■ **Instructions to follow**
Output every entry below word for word, minus the images.

--- Records provided ---

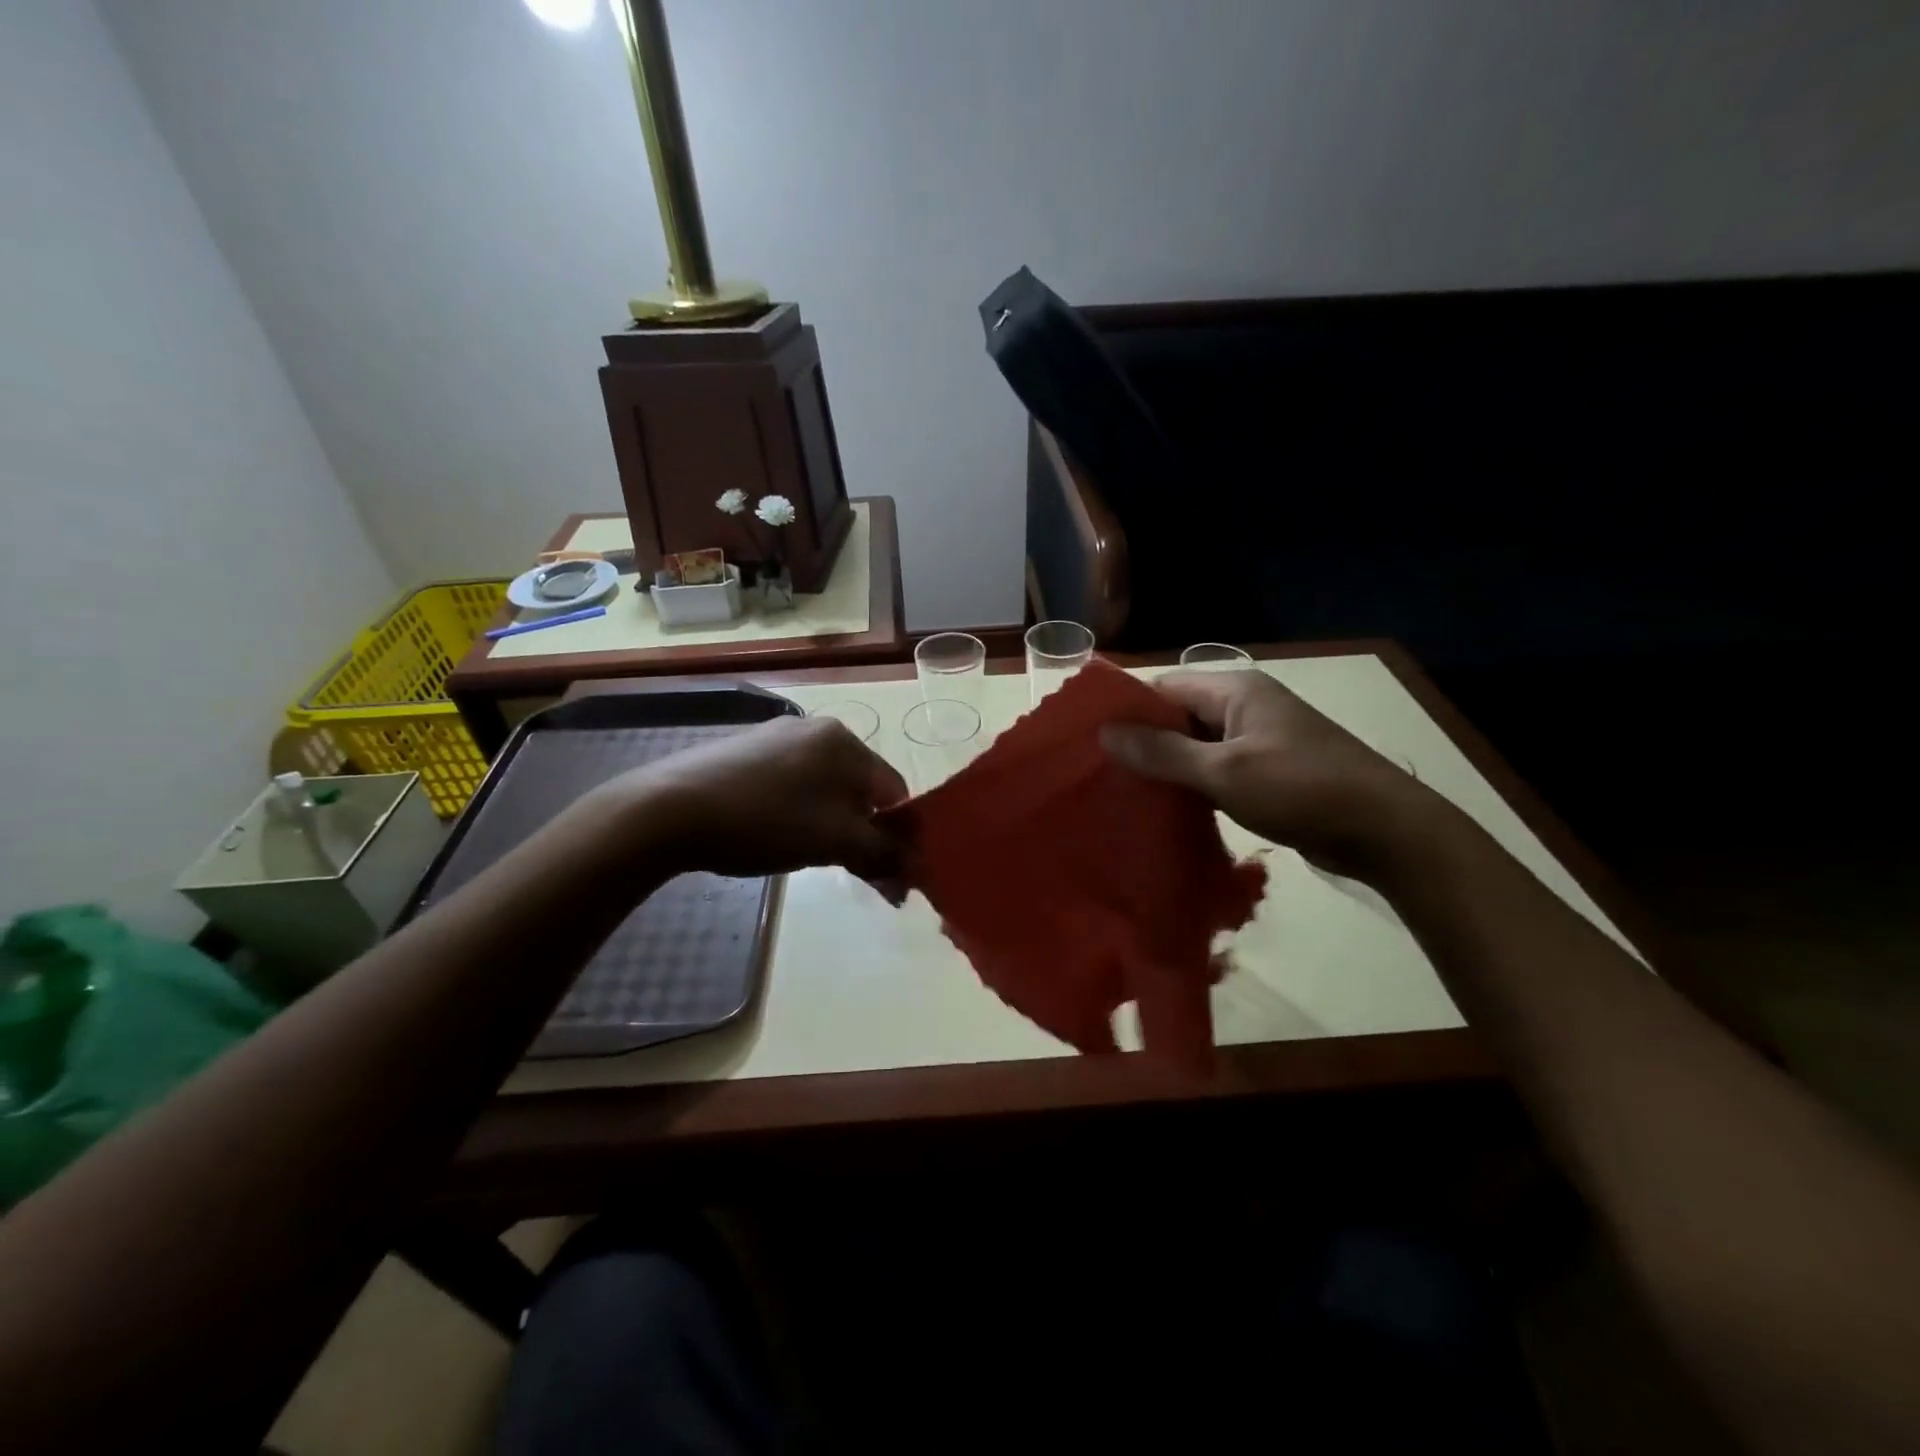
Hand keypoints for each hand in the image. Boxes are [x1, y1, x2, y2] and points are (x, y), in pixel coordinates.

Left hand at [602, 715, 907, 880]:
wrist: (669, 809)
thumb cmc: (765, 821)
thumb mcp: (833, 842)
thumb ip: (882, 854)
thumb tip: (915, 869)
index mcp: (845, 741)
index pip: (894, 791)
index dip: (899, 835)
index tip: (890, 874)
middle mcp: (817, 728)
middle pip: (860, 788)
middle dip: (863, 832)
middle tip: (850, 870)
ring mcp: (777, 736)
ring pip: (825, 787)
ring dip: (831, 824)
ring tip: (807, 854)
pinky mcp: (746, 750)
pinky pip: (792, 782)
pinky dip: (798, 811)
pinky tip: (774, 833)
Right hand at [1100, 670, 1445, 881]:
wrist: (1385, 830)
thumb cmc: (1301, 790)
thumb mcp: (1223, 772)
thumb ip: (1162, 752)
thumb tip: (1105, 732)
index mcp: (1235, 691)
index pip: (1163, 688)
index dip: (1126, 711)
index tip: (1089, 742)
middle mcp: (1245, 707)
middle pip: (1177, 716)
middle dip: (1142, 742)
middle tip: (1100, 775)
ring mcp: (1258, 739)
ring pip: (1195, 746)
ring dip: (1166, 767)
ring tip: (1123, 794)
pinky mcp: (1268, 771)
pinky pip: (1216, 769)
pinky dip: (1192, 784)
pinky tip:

---

■ **Written solution**
Hand keypoints for each hand in the image. Boxes are [x1, y1, x2, y2] and points are (x, y), in pixel coordinates.

Left hand at [602, 715, 907, 880]:
wrist: (669, 809)
thumb cmc: (765, 821)
thumb mcp: (833, 842)
thumb ip: (882, 854)
thumb tip: (915, 869)
index mcp: (845, 741)
index pip: (894, 791)
index dip: (899, 835)
index tip: (890, 874)
middle mcp: (817, 728)
middle pip: (860, 788)
middle dip: (863, 832)
middle tip: (850, 870)
ring mcp: (777, 736)
ring pip: (825, 787)
ring dip: (831, 824)
ring tip: (807, 854)
pinky mcp: (746, 750)
pinky pip: (792, 782)
pinky dip: (798, 811)
pinky tip: (774, 833)
Right hand at [1100, 670, 1445, 881]:
wrist: (1385, 830)
thumb cmc: (1301, 790)
thumb mcp: (1223, 772)
thumb ip: (1162, 752)
thumb tip: (1105, 732)
index mcp: (1235, 691)
index pip: (1163, 688)
index dip: (1126, 711)
index tip: (1089, 742)
middle mcp: (1245, 707)
middle pip: (1177, 716)
middle dip: (1142, 742)
middle tip: (1100, 775)
ring mcp: (1258, 739)
ring pip: (1195, 746)
ring dip: (1166, 767)
ring tip: (1123, 794)
pinky mcp: (1268, 771)
pinky pip: (1216, 769)
pinky dip: (1192, 784)
pinky tip:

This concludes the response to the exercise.